Cento piccole patrie nella casa Europa

l popoli senza Stato a convegno in Valle d'Aosta

 

Se ventisette Stati e venti­cinque lingue ufficiali vi sembrano troppi, ascolta­te attentamente quello che dice Aureli Argemì, fonda­tore della Conferenza della Nazioni senza Stato in Europa: «Le minoran­ze non esistono. Siamo un continen­te di cento popoli e cento lingue di­verse, tutti con la stessa dignità». Suona un po' strano negare l´esisten­za delle minoranze in mezzo a qua­ranta persone che sono venute a Sa­int Vincent per la settima assemblea della Conseu a rappresentare tutti i piccoli popoli dimenticati dell´Euro­pa, gallesi, scozzesi, catalani, baschi, lettoni russofoni, bretoni e via dicen­do. Accolti naturalmente dagli ospiti valdostani, che fin da piccoli ci han­no insegnato sono una minoranza francese, anzi francoprovenzale, in Italia. «Le minoranze sono una con­venzione, il frutto di un equilibrio storico che può sempre cambiare. Basta spostare di poco i confini ed ecco che una minoranza può diventa­re maggioranza».

Dopo il muro

Argemì, un ex monaco benedettino del monastero di Monserratt, ora fe­licemente sposato con una professo­ressa francese, ha pagato personal­mente le sue convinzioni controcor­rente. La dittatura franchista lo con­dannò a 25 anni di galera in quanto nazionalista catalano e in quanto re­ligioso lo spedì in esilio in Italia, in base a un accordo del tempo con il Vaticano. Finita la dittatura Argemì ha fondato nel 1985 il Conseu, assie­me a regionalisti italiani, specie val­dostani, francesi e della Gran Breta­gna, proprio con lo scopo di difendere le minoranze, soprattutto linguisti­che. Ma il crollo del Muro, il rapido al­largamento dell´Europa hanno cam­biato le carte in tavola e offerto oppor­tunità più ambiziose.

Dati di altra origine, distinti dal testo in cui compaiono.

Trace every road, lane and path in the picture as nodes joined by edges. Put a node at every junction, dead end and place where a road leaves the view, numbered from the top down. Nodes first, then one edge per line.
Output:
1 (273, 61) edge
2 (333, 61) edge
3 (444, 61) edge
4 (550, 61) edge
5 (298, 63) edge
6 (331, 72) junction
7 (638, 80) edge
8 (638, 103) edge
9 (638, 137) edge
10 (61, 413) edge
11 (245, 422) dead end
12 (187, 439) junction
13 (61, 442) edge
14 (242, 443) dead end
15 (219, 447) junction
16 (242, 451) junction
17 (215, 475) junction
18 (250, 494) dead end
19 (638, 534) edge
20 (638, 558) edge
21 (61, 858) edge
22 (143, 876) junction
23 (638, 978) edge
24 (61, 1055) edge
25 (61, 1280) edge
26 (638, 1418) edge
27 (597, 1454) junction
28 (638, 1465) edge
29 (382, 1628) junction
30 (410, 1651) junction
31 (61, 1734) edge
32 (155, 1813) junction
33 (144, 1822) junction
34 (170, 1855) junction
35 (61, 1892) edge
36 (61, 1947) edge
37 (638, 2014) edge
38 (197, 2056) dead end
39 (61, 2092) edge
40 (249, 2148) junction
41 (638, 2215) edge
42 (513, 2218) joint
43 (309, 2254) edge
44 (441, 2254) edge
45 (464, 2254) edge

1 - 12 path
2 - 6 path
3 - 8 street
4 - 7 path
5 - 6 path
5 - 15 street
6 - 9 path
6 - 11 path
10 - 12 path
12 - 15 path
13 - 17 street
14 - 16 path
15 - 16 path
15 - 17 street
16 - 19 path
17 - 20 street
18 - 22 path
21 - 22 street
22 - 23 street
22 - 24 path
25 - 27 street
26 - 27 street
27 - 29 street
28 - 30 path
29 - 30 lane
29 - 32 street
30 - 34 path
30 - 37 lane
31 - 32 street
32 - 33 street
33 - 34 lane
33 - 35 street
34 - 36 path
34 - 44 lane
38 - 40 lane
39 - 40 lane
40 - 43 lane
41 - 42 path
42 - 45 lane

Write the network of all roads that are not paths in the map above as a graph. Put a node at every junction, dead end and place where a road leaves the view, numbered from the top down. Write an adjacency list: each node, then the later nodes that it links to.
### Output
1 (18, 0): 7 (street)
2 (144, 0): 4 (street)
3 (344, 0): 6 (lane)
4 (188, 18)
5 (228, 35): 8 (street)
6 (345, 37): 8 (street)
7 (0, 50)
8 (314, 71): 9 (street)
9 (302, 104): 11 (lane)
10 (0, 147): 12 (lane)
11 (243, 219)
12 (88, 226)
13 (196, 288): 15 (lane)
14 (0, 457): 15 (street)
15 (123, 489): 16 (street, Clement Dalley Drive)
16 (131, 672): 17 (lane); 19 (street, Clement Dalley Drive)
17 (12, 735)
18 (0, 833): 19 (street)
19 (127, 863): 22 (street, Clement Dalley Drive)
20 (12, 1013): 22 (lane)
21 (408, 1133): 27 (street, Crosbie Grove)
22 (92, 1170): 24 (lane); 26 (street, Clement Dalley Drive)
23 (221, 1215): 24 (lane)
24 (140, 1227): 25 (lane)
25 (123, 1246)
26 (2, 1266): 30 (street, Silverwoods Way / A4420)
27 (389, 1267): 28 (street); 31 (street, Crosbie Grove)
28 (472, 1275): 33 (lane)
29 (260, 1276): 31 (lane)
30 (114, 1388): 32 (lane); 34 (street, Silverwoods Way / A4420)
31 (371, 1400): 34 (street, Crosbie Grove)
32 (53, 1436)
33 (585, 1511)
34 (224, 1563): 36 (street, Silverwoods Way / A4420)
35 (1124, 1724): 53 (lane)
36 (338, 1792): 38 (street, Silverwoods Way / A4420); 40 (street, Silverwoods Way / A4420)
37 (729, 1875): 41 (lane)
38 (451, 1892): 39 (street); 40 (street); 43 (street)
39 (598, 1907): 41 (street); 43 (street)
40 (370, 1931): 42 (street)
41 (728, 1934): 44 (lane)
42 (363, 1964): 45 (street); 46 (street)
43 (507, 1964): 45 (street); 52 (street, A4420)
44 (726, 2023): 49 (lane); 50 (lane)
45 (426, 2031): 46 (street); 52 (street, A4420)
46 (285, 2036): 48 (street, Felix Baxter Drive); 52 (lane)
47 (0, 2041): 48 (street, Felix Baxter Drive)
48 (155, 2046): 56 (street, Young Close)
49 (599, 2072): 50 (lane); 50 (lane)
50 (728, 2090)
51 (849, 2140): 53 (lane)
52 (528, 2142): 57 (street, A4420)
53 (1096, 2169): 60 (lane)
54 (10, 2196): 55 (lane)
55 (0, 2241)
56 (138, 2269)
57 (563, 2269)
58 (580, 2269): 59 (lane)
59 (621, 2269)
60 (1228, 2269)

«Gli stati nazionali di stampo otto­centesco sono costruzioni artificiali - continua accarezzando la cravatta con i colori catalani -. Basta vedere quello che sta accadendo in Belgio, il più artificiale di tutti. Unire forzata­mente due culture diverse porta a so­praffazioni e, alla fine a strade vio­lente». Strade violente che la Conseu aborre fin dal suo statuto ma che in­crocia spesso nel mosaico delle mino­ranze, pardon, dei popoli europei. «Cinque secoli di stati nazionali hanno portato a un groviglio che ora non è più possibile districare - intervie­ne Koldo Gorostiaga, già eurodeputa­to di Batasuna -. Noi baschi non ab­biamo neanche dei confini definiti. Vorremmo tenere un referendum sull´autodeterminazione, ma non sappiamo dove e come, ci hanno spezzetati». E gli ultimi arresti di esponenti del suo partito? «Esibizio­ne di muscoli da parte di Zapatero, a marzo ci sono le elezioni...».

Rivincita celtica

Si gira e guarda con po' di invidia i col­leghi Ned Thomas e Roseanne Cunningham, dei partiti nazionalisti galle­si e scozzesi che le ultime lezioni inve­ce le hanno vinte e marciano felici ver­so la devolution. «Solo che noi gallesi la devolution la presentiamo come evolution, gli scozzesi come revolu­tion», aggiunge il gallese. Thomas ha i capelli bianchi e non una grande sim­patia per la monarchia dei Windsor. «E' interessante vedere gomito a go­mito un radicale gallese e un radicale basco, che per di più parlano in ingle­se», ride soddisfatto.

Già, la babele delle lingue. Con ven­ticinque in Europa si spendono 370 milioni all´anno in traduzioni. Se si passa a cento il costo lieviterà in ma­niera geometrica come i chicchi di ri­so sulla scacchiera del re persiano. «Basterà usare una sola lingua di lavo­ro e tutelare a livello locale tutte le al­tre, tutte egualmente lingue ufficiali dell´Europa», interviene il bretone Yann Chouq, in inglese. La lingua franca sarà per forza la quella della perfida Albione, e il francese? «Quello va bene parlarlo qui in Val d'Aosta, per un regionalista». Thomas e Chouq provano a comunicare nello loro lingue celtiche, ma secoli di separazione le hanno rese un po' troppo diverse. Vada per l´inglese, per ora, anche per­ché la Gran Bretagna sta dando lezio­ni a tutti in tema di decentramento.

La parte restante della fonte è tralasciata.